The library is now open for limited patron access. There are four marked parking spaces outside; please park in one of these if you’d like to come in to browse. If all four spaces are full, please wait until one becomes available, in order to allow us to keep safe social distances inside. There is also a space designated for curbside book delivery, and another for anyone who needs to use a computer. Please use these spaces as appropriate, or wait in another spot until one becomes available. Thank you for your help as we work to make the library a safe place for all!
Here are a few more of the new books we’ve gotten in recently:
The Big Door Prize
What would you do if you knew your life’s potential? That’s the question facing the residents of Deerfield, Louisiana, when the DNAMIX machine appears in their local grocery store. It’s nothing to look at, really — it resembles a plain photo booth. But its promise is amazing: With just a quick swab of your cheek and two dollars, the device claims to use the science of DNA to tell you your life’s potential.
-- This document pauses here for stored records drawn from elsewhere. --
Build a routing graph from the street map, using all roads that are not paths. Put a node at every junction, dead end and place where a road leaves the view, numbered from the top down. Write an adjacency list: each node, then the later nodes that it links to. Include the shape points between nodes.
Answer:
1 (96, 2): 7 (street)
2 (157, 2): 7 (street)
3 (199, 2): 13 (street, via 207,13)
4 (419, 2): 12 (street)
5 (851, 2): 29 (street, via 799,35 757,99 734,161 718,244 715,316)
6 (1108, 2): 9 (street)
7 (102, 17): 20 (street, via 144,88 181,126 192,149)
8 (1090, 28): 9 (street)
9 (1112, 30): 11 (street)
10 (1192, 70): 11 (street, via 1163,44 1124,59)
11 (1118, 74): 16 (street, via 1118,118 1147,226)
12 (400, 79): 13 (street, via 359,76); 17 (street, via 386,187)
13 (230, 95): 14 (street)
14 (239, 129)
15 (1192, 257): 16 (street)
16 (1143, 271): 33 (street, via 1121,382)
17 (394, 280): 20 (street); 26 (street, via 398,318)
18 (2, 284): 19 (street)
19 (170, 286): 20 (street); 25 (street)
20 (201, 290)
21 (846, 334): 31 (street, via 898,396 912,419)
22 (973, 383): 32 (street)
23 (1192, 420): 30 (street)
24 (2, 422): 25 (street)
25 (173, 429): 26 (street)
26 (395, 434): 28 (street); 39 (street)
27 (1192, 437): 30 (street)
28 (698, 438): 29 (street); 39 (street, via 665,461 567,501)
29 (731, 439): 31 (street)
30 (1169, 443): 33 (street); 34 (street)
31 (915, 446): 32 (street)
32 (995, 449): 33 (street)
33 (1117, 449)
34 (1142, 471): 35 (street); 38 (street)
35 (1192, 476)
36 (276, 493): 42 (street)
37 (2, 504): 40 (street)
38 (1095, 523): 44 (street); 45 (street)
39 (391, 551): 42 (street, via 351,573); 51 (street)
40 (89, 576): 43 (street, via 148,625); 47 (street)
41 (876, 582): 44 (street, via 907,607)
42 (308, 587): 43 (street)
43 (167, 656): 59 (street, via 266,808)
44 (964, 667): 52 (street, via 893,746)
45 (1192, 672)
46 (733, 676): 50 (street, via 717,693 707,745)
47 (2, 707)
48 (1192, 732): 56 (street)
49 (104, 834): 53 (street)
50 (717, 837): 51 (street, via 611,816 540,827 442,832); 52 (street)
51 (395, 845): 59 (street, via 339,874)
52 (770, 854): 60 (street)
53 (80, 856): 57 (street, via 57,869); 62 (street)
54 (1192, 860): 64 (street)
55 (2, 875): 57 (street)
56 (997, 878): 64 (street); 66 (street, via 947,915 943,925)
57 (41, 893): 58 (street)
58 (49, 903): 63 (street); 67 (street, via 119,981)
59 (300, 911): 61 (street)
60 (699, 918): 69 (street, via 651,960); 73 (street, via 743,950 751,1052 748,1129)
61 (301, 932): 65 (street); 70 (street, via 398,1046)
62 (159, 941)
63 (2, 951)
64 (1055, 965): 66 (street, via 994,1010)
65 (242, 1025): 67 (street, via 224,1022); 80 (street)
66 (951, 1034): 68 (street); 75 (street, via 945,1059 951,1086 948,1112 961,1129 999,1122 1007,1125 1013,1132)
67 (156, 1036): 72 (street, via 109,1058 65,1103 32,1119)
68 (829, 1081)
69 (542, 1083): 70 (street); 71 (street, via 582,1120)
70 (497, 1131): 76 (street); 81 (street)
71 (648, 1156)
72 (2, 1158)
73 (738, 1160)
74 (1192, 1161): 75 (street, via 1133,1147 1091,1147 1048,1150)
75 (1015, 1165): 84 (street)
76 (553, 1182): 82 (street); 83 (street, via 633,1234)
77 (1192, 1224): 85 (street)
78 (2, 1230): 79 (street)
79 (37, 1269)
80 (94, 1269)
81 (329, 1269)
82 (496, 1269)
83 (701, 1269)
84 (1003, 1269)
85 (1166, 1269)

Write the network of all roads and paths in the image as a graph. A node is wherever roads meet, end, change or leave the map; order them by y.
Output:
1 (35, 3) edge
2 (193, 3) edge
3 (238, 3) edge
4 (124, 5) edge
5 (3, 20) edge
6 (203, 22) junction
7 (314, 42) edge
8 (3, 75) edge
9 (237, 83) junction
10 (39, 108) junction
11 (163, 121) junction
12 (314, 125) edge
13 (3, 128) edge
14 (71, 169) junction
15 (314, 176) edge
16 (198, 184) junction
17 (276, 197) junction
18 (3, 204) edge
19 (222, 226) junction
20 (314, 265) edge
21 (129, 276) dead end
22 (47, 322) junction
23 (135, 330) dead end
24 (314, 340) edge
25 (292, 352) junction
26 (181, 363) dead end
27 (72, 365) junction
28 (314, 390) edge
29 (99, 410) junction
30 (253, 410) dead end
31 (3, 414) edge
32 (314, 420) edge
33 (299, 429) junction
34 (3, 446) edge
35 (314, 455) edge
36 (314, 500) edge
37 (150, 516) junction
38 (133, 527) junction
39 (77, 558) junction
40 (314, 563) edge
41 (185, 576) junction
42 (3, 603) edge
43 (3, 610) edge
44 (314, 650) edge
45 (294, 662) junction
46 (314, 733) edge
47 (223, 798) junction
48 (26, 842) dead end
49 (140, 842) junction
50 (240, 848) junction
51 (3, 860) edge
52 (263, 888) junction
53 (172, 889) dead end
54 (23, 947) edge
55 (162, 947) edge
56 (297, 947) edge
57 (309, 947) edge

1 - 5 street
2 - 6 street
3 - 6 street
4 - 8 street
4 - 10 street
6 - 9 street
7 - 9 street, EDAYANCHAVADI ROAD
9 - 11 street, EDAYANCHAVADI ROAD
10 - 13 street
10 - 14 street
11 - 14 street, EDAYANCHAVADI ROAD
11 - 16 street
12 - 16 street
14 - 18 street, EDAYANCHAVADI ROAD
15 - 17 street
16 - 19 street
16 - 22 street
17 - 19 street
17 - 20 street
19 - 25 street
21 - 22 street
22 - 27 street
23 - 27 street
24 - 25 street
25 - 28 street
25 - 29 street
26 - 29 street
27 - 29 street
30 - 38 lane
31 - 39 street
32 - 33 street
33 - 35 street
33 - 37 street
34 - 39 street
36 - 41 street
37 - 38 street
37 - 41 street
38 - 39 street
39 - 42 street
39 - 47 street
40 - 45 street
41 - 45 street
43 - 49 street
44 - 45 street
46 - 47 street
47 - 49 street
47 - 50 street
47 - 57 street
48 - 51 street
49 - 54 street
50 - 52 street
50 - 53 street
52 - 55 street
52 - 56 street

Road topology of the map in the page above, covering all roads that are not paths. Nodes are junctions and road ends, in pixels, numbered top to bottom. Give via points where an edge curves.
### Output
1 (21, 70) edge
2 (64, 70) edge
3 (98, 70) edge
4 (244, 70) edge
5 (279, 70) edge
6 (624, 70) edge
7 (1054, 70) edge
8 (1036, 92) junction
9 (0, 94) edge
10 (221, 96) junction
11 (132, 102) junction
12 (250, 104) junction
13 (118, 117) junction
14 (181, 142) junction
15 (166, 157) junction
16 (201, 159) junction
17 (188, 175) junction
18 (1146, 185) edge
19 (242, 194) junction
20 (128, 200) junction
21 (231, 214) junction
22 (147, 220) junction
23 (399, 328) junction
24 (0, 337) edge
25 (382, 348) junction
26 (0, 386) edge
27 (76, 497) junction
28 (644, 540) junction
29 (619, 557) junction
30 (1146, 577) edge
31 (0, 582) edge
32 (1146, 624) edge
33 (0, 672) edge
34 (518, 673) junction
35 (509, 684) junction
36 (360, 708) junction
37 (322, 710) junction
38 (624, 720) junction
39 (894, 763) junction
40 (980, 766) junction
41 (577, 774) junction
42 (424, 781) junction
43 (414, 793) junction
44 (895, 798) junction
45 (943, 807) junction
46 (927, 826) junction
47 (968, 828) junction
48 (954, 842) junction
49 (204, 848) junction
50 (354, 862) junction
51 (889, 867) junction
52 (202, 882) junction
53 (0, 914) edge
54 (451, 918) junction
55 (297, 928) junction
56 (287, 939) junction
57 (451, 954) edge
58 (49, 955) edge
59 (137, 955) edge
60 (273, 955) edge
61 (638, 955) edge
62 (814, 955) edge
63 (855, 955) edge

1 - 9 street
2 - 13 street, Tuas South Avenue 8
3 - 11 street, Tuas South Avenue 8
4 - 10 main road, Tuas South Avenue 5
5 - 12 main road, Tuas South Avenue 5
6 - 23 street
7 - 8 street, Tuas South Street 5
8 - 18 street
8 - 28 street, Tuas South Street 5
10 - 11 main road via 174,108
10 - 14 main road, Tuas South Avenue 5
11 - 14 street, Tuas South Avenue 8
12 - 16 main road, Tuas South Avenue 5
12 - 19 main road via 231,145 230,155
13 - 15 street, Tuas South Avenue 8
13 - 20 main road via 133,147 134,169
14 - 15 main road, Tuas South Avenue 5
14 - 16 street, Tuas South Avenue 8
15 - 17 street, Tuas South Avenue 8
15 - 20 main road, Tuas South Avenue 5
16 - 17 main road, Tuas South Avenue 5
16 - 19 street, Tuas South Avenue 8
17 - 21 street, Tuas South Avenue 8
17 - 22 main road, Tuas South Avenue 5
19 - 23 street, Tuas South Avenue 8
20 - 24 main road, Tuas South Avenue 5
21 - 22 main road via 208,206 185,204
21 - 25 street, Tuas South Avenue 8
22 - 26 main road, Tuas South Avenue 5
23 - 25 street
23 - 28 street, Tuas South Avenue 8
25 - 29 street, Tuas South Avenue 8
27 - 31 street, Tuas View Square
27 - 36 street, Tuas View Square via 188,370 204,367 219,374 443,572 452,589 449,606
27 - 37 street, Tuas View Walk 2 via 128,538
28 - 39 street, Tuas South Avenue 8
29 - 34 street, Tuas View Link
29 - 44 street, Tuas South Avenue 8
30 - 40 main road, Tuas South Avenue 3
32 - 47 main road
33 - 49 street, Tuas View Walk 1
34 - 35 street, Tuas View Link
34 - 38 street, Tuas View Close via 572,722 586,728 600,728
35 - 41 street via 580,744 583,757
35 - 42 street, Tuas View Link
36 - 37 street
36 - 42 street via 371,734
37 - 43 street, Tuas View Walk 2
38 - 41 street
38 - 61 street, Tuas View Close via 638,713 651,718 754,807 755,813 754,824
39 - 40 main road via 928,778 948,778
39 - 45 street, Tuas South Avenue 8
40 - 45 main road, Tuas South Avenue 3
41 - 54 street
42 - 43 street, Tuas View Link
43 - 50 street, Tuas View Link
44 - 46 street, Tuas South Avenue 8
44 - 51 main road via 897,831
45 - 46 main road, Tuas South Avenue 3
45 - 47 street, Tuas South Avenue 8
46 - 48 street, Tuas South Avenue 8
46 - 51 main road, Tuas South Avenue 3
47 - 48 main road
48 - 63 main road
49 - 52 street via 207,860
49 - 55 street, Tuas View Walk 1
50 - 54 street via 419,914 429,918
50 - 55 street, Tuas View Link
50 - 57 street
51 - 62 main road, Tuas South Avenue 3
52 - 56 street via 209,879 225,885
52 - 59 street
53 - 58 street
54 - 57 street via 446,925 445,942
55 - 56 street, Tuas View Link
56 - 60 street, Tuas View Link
With enough credibility to make the townspeople curious, soon the former teachers, nurses, and shopkeepers of Deerfield are abruptly changing course to pursue their destinies as magicians, cowboys, and athletes — including the novel’s main characters, Douglas Hubbard and his wife, Cherilyn, who both believed they were perfectly happy until they realized they could dream for more…
Dear Ann
Ann Workman is a naive student. A misfit of sorts, she’s traveled all the way from rural Kentucky to graduate school in literature in 1967. But Anne wants more than a good education — she wants a boyfriend. Ann wants the ‘Real Thing’, to be in love with someone who loves her. Jimmy appears as if by magic, and is everything Ann’s been looking for. Although he is from a very different place, a privileged background in suburban Chicago, he is a misfit too. He rejects his upbringing and questions everything. Ann and Jimmy bond through music and literature and their own quirkiness. Ann recalls this time of innocence — and her own obsession with Jimmy — many years later, as she faces a different crisis. Seeking escape, she tries to imagine the road not taken. What if she had gone to Stanford University, as her mentor had urged, instead of a small school on the East Coast? Would she have been caught up in the Summer of Love and its subsequent dark turns? Or would her own reticence and good sense have saved her from disaster? Dear Ann is the devastating story of one woman’s life and the choices she has made.
Don’t Look For Me
They called it a “walk away.” The car abandoned miles from home. The note found at a nearby hotel. The shattered family. It happens all the time. Women disappear, desperate to start over. But what really happened to Molly Clarke? The night Molly disappeared began with a storm, running out of gas, and a man offering her a ride to safety. But when the doors lock shut, Molly begins to suspect she has made a terrible mistake. A new lead brings Molly’s daughter, Nicole, back to the small, desolate town where her mother was last seen to renew the desperate search. The locals are sympathetic and eager to help. The innkeeper. The bartender. Even the police. Until secrets begin to reveal themselves and Nicole comes closer to the truth about that night ― and the danger surrounding her.